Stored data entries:
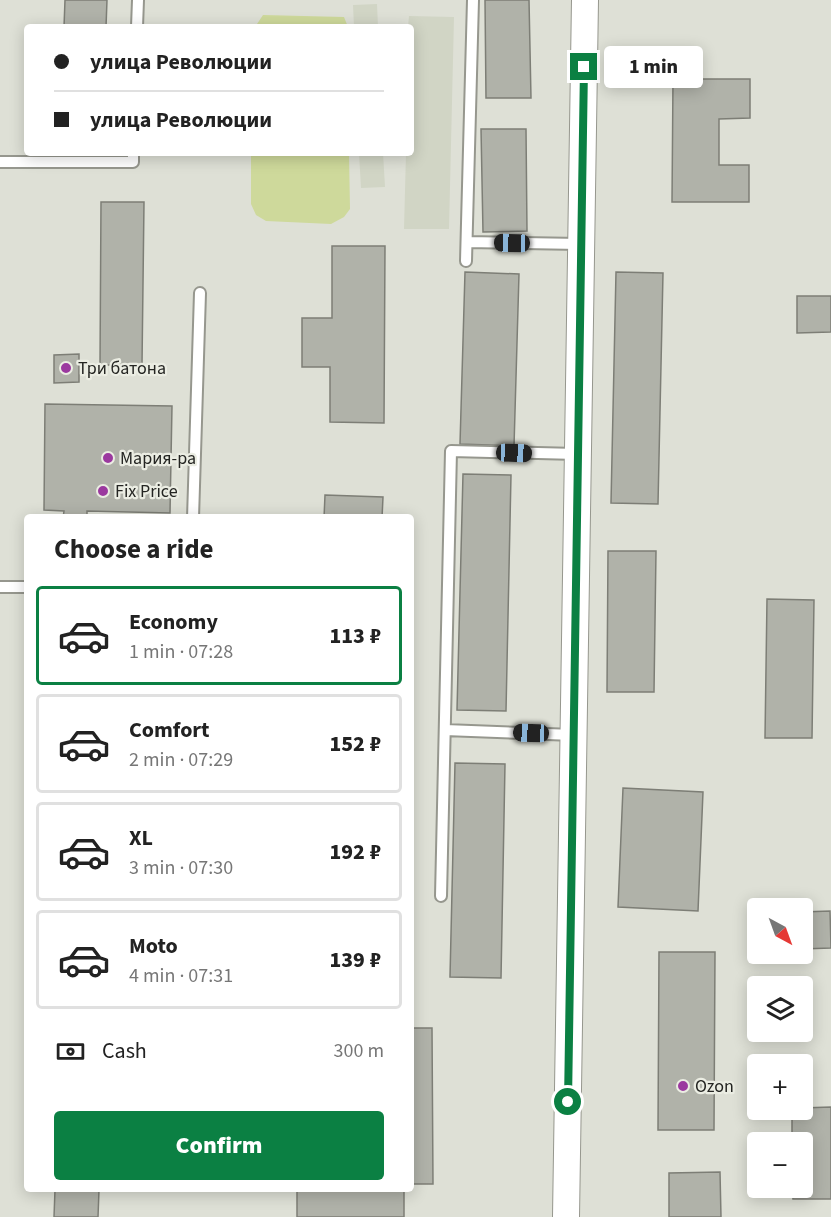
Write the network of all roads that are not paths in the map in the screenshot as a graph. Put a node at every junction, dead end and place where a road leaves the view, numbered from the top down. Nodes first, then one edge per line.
1 (138, 0) edge
2 (473, 0) edge
3 (585, 0) edge
4 (137, 24) edge
5 (134, 156) edge
6 (0, 162) edge
7 (467, 242) junction
8 (581, 244) junction
9 (466, 261) dead end
10 (200, 293) dead end
11 (578, 454) junction
12 (193, 514) edge
13 (0, 587) edge
14 (24, 587) edge
15 (445, 730) junction
16 (573, 735) junction
17 (441, 896) dead end
18 (566, 1217) edge

1 - 4 lane
2 - 7 lane
3 - 8 street
5 - 6 lane
7 - 8 lane
7 - 9 lane
8 - 11 street
10 - 12 lane
11 - 15 lane
11 - 16 street
13 - 14 lane
15 - 16 lane
15 - 17 lane
16 - 18 street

**Problem**
If the data includes images, skip them and copy every line exactly.

**Exercise answer**
Write the network of all roads that are not paths in the map in the screenshot as a graph. Put a node at every junction, dead end and place where a road leaves the view, numbered from the top down. Nodes first, then one edge per line.
1 (138, 0) edge
2 (473, 0) edge
3 (585, 0) edge
4 (137, 24) edge
5 (134, 156) edge
6 (0, 162) edge
7 (467, 242) junction
8 (581, 244) junction
9 (466, 261) dead end
10 (200, 293) dead end
11 (578, 454) junction
12 (193, 514) edge
13 (0, 587) edge
14 (24, 587) edge
15 (445, 730) junction
16 (573, 735) junction
17 (441, 896) dead end
18 (566, 1217) edge

1 - 4 lane
2 - 7 lane
3 - 8 street
5 - 6 lane
7 - 8 lane
7 - 9 lane
8 - 11 street
10 - 12 lane
11 - 15 lane
11 - 16 street
13 - 14 lane
15 - 16 lane
15 - 17 lane
16 - 18 street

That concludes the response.